In what the Associated Press called "a significant policy shift," Kerry said Washington would more than double its aid to Syria's civilian opposition to help it govern rebel-controlled areas.
"Given the stakes," Kerry said, the US will also make food and medical supplies available to the military council that represents the Free Syrian Army – the first time that Washington has offered direct assistance to rebel fighters.
Yet the US won't be providing them with arms. Reuters said Kerry's offer "fell short of rebel demands" for anti-tank and anti-aircraft weapons, as well as the alternative military assistance – body armor, armored vehicles, training – that some had speculated would be on the table.
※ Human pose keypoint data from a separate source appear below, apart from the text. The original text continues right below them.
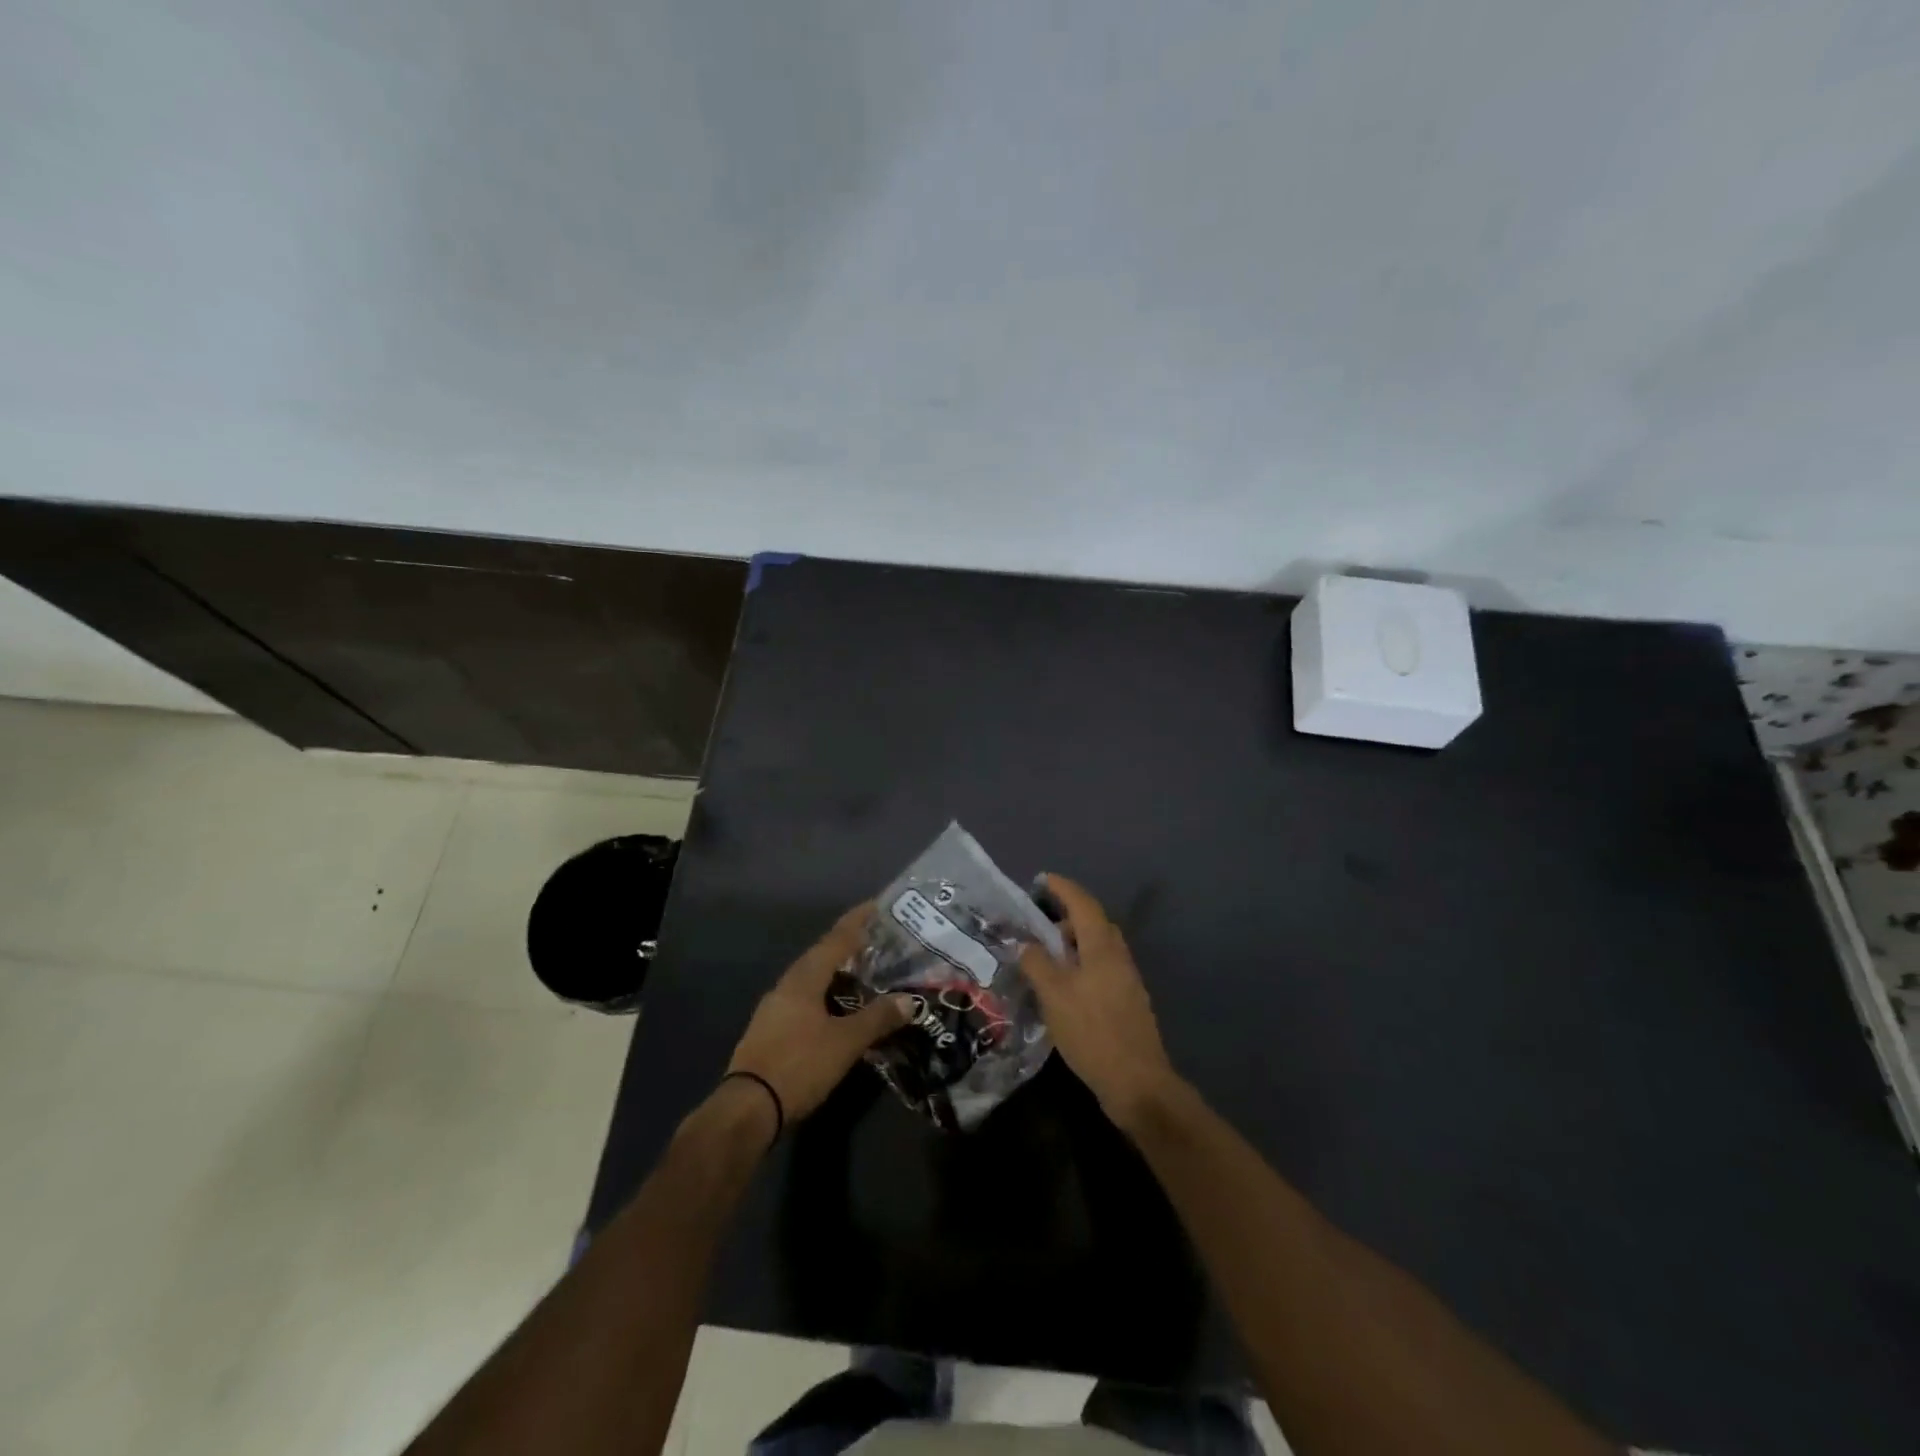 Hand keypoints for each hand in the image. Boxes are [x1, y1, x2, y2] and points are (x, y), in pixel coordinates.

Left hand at [727, 903, 912, 1122]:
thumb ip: (878, 1018)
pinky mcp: (771, 1030)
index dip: (857, 922)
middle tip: (876, 941)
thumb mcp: (846, 1042)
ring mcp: (774, 1008)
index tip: (875, 905)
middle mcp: (787, 985)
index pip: (835, 940)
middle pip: (821, 956)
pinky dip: (826, 995)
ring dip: (836, 973)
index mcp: (804, 978)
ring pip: (811, 979)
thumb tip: (910, 1000)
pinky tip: (838, 1009)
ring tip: (862, 973)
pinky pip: (804, 1000)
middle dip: (847, 947)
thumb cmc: (799, 1065)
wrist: (748, 1108)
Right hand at [1019, 874, 1181, 1131]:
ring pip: (1097, 947)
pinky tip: (1063, 986)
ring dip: (1073, 944)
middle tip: (1038, 923)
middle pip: (1093, 923)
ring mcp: (1126, 979)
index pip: (1082, 903)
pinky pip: (1101, 968)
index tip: (1042, 880)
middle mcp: (1118, 956)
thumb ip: (1036, 963)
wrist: (1137, 1082)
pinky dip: (1081, 965)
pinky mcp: (1127, 1001)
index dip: (1062, 888)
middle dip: (1067, 917)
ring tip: (1045, 957)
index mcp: (1102, 946)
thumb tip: (1025, 944)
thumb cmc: (1091, 1031)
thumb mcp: (1053, 995)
Western and Arab countries may go further, however, when they meet with leading opposition bloc the Syrian National Coalition in Istanbul next week. One European diplomat told Reuters that the SNC's allies would discuss providing "military and humanitarian support."
The UK in particular has been pushing its European partners to relax the arms embargo on Syria to allow military equipment to flow to the rebels. Foreign Secretary William Hague has said that Britain is determined to "ramp up" aid and would soon announce new assistance, the BBC reported.
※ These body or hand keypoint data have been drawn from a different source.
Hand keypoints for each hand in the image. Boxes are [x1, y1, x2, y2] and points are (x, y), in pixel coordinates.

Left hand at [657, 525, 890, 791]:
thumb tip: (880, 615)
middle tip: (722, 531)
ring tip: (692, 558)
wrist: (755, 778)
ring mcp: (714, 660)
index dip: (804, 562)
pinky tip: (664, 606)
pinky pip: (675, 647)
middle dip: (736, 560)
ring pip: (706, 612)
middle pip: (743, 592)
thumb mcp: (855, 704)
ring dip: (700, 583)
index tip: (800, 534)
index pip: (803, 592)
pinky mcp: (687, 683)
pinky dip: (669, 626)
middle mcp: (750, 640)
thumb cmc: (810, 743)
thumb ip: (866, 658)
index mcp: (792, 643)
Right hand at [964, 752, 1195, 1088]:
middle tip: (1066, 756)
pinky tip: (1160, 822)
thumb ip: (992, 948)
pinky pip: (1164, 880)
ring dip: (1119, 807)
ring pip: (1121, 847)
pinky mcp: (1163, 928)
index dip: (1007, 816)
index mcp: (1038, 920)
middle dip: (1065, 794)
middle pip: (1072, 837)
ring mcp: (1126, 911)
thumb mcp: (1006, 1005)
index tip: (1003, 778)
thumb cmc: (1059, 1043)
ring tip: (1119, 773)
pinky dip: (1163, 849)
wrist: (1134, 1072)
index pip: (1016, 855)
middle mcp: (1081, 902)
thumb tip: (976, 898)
Time wrote that Britain, France and Italy weren't planning to supply the Free Syrian Army with weapons. However, Britain and France were "keen to give the rebels the means to protect themselves from attacks by Assad's forces, including Scud missiles fired in recent days against the city of Aleppo."
In a statement, the Friends of Rome today pledged "more political and material support" for the SNC and to get "concrete assistance" in Syria, Al Jazeera reported.
"The US and all the countries represented here believe the Syrian opposition coalition can successfully lead the way to a peaceful transition, but they cannot do it alone... they need more support from all of us," Kerry said.